> [Your instructions]: Make an exact copy of the entries below with the pictures removed.

Collection entries:
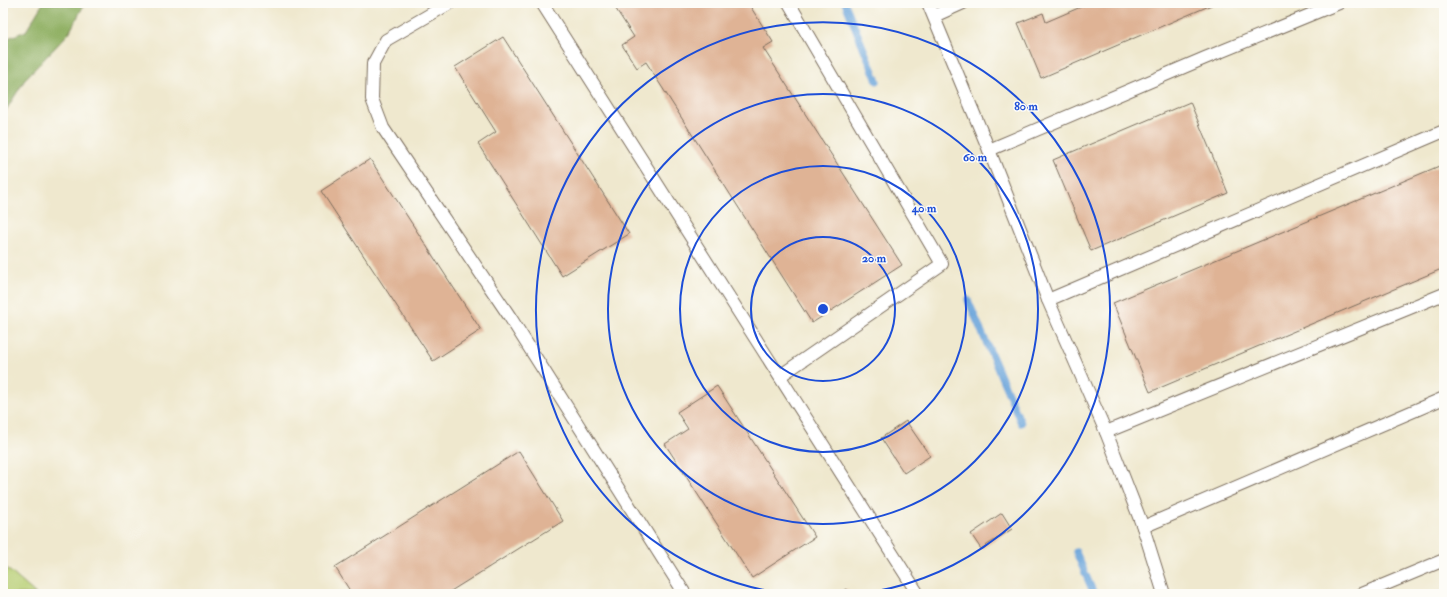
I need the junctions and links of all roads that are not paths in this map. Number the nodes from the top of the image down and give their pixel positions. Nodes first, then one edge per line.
1 (450, 3) edge
2 (542, 3) edge
3 (789, 3) edge
4 (928, 3) edge
5 (963, 3) edge
6 (1339, 3) edge
7 (934, 16) junction
8 (1444, 131) edge
9 (989, 150) junction
10 (1444, 294) edge
11 (1048, 300) junction
12 (780, 376) junction
13 (1444, 398) edge
14 (1106, 432) junction
15 (1143, 527) junction
16 (1444, 560) edge
17 (685, 594) edge
18 (918, 594) edge
19 (1164, 594) edge
20 (1362, 594) edge

1 - 17 lane
2 - 12 lane
3 - 12 lane
4 - 7 lane
5 - 7 lane
6 - 9 lane
7 - 9 lane
8 - 11 lane
9 - 11 lane
10 - 14 lane
11 - 14 lane
12 - 18 lane
13 - 15 lane
14 - 15 lane
15 - 19 lane
16 - 20 lane

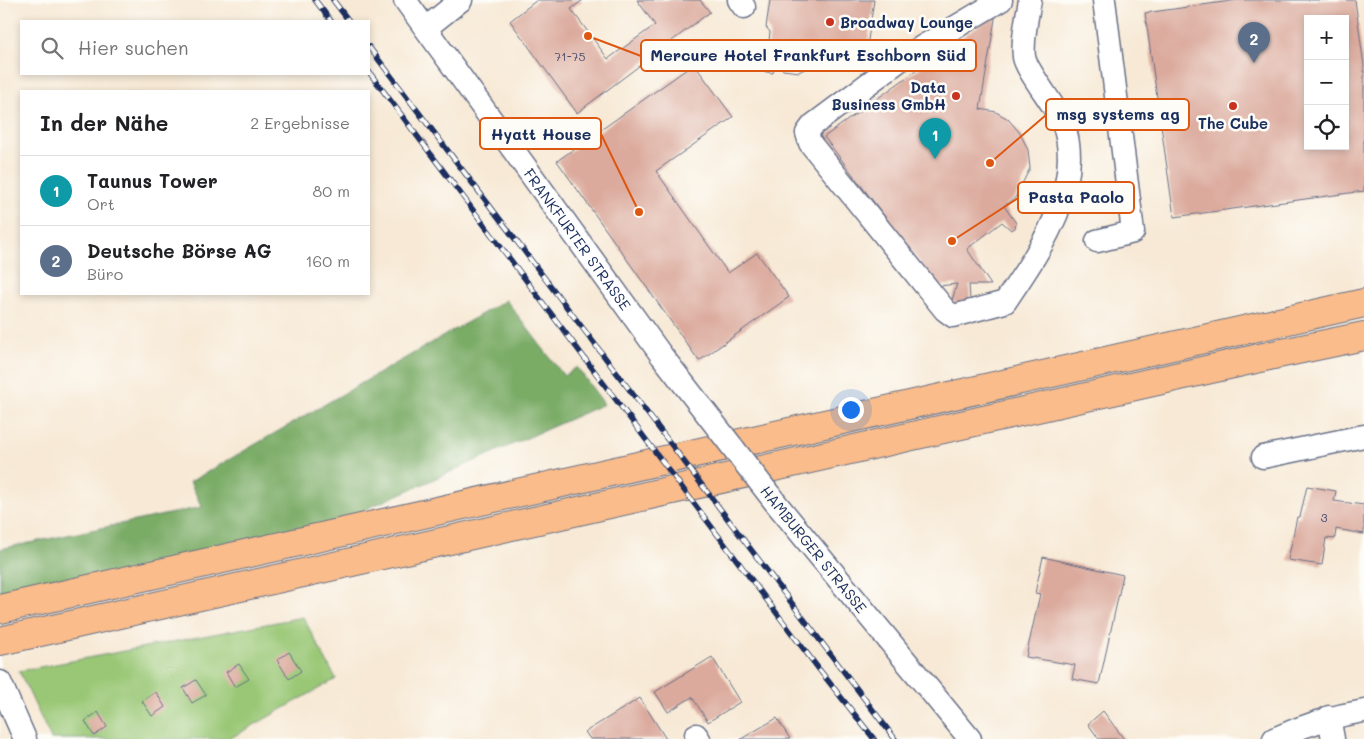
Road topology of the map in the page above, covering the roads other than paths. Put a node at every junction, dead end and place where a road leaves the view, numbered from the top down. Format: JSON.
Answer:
{"nodes":[{"id":1,"x":405,"y":0,"type":"edge"},
{"id":2,"x":461,"y":0,"type":"edge"},
{"id":3,"x":1001,"y":0,"type":"edge"},
{"id":4,"x":1030,"y":0,"type":"edge"},
{"id":5,"x":1104,"y":0,"type":"edge"},
{"id":6,"x":426,"y":28,"type":"junction"},
{"id":7,"x":1097,"y":241,"type":"dead end"},
{"id":8,"x":1364,"y":303,"type":"edge"},
{"id":9,"x":1364,"y":336,"type":"edge"},
{"id":10,"x":662,"y":356,"type":"joint"},
{"id":11,"x":1364,"y":436,"type":"edge"},
{"id":12,"x":1263,"y":457,"type":"dead end"},
{"id":13,"x":0,"y":609,"type":"edge"},
{"id":14,"x":0,"y":641,"type":"edge"},
{"id":15,"x":4,"y":691,"type":"edge"},
{"id":16,"x":1364,"y":711,"type":"edge"},
{"id":17,"x":1329,"y":717,"type":"junction"},
{"id":18,"x":25,"y":739,"type":"edge"},
{"id":19,"x":970,"y":739,"type":"edge"},
{"id":20,"x":1274,"y":739,"type":"edge"},
{"id":21,"x":1333,"y":739,"type":"edge"}],
"edges":[{"from":1,"to":6,"type":"street","name":"FRANKFURTER STRASSE"},
{"from":2,"to":6,"type":"street"},
{"from":3,"to":4,"type":"street"},
{"from":5,"to":7,"type":"street"},
{"from":6,"to":10,"type":"street","name":"FRANKFURTER STRASSE"},
{"from":8,"to":13,"type":"highway"},
{"from":9,"to":14,"type":"highway"},
{"from":10,"to":19,"type":"street","name":"HAMBURGER STRASSE","bridge":true},
{"from":11,"to":12,"type":"street"},
{"from":15,"to":18,"type":"street"},
{"from":16,"to":17,"type":"street"},
{"from":17,"to":20,"type":"street"},
{"from":17,"to":21,"type":"street"}]}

> [Response]:
I need the junctions and links of all roads that are not paths in this map. Number the nodes from the top of the image down and give their pixel positions. Nodes first, then one edge per line.
1 (450, 3) edge
2 (542, 3) edge
3 (789, 3) edge
4 (928, 3) edge
5 (963, 3) edge
6 (1339, 3) edge
7 (934, 16) junction
8 (1444, 131) edge
9 (989, 150) junction
10 (1444, 294) edge
11 (1048, 300) junction
12 (780, 376) junction
13 (1444, 398) edge
14 (1106, 432) junction
15 (1143, 527) junction
16 (1444, 560) edge
17 (685, 594) edge
18 (918, 594) edge
19 (1164, 594) edge
20 (1362, 594) edge

1 - 17 lane
2 - 12 lane
3 - 12 lane
4 - 7 lane
5 - 7 lane
6 - 9 lane
7 - 9 lane
8 - 11 lane
9 - 11 lane
10 - 14 lane
11 - 14 lane
12 - 18 lane
13 - 15 lane
14 - 15 lane
15 - 19 lane
16 - 20 lane

Road topology of the map in the page above, covering the roads other than paths. Put a node at every junction, dead end and place where a road leaves the view, numbered from the top down. Format: JSON.
Answer:
{"nodes":[{"id":1,"x":405,"y":0,"type":"edge"},
{"id":2,"x":461,"y":0,"type":"edge"},
{"id":3,"x":1001,"y":0,"type":"edge"},
{"id":4,"x":1030,"y":0,"type":"edge"},
{"id":5,"x":1104,"y":0,"type":"edge"},
{"id":6,"x":426,"y":28,"type":"junction"},
{"id":7,"x":1097,"y":241,"type":"dead end"},
{"id":8,"x":1364,"y":303,"type":"edge"},
{"id":9,"x":1364,"y":336,"type":"edge"},
{"id":10,"x":662,"y":356,"type":"joint"},
{"id":11,"x":1364,"y":436,"type":"edge"},
{"id":12,"x":1263,"y":457,"type":"dead end"},
{"id":13,"x":0,"y":609,"type":"edge"},
{"id":14,"x":0,"y":641,"type":"edge"},
{"id":15,"x":4,"y":691,"type":"edge"},
{"id":16,"x":1364,"y":711,"type":"edge"},
{"id":17,"x":1329,"y":717,"type":"junction"},
{"id":18,"x":25,"y":739,"type":"edge"},
{"id":19,"x":970,"y":739,"type":"edge"},
{"id":20,"x":1274,"y":739,"type":"edge"},
{"id":21,"x":1333,"y":739,"type":"edge"}],
"edges":[{"from":1,"to":6,"type":"street","name":"FRANKFURTER STRASSE"},
{"from":2,"to":6,"type":"street"},
{"from":3,"to":4,"type":"street"},
{"from":5,"to":7,"type":"street"},
{"from":6,"to":10,"type":"street","name":"FRANKFURTER STRASSE"},
{"from":8,"to":13,"type":"highway"},
{"from":9,"to":14,"type":"highway"},
{"from":10,"to":19,"type":"street","name":"HAMBURGER STRASSE","bridge":true},
{"from":11,"to":12,"type":"street"},
{"from":15,"to":18,"type":"street"},
{"from":16,"to":17,"type":"street"},
{"from":17,"to":20,"type":"street"},
{"from":17,"to":21,"type":"street"}]}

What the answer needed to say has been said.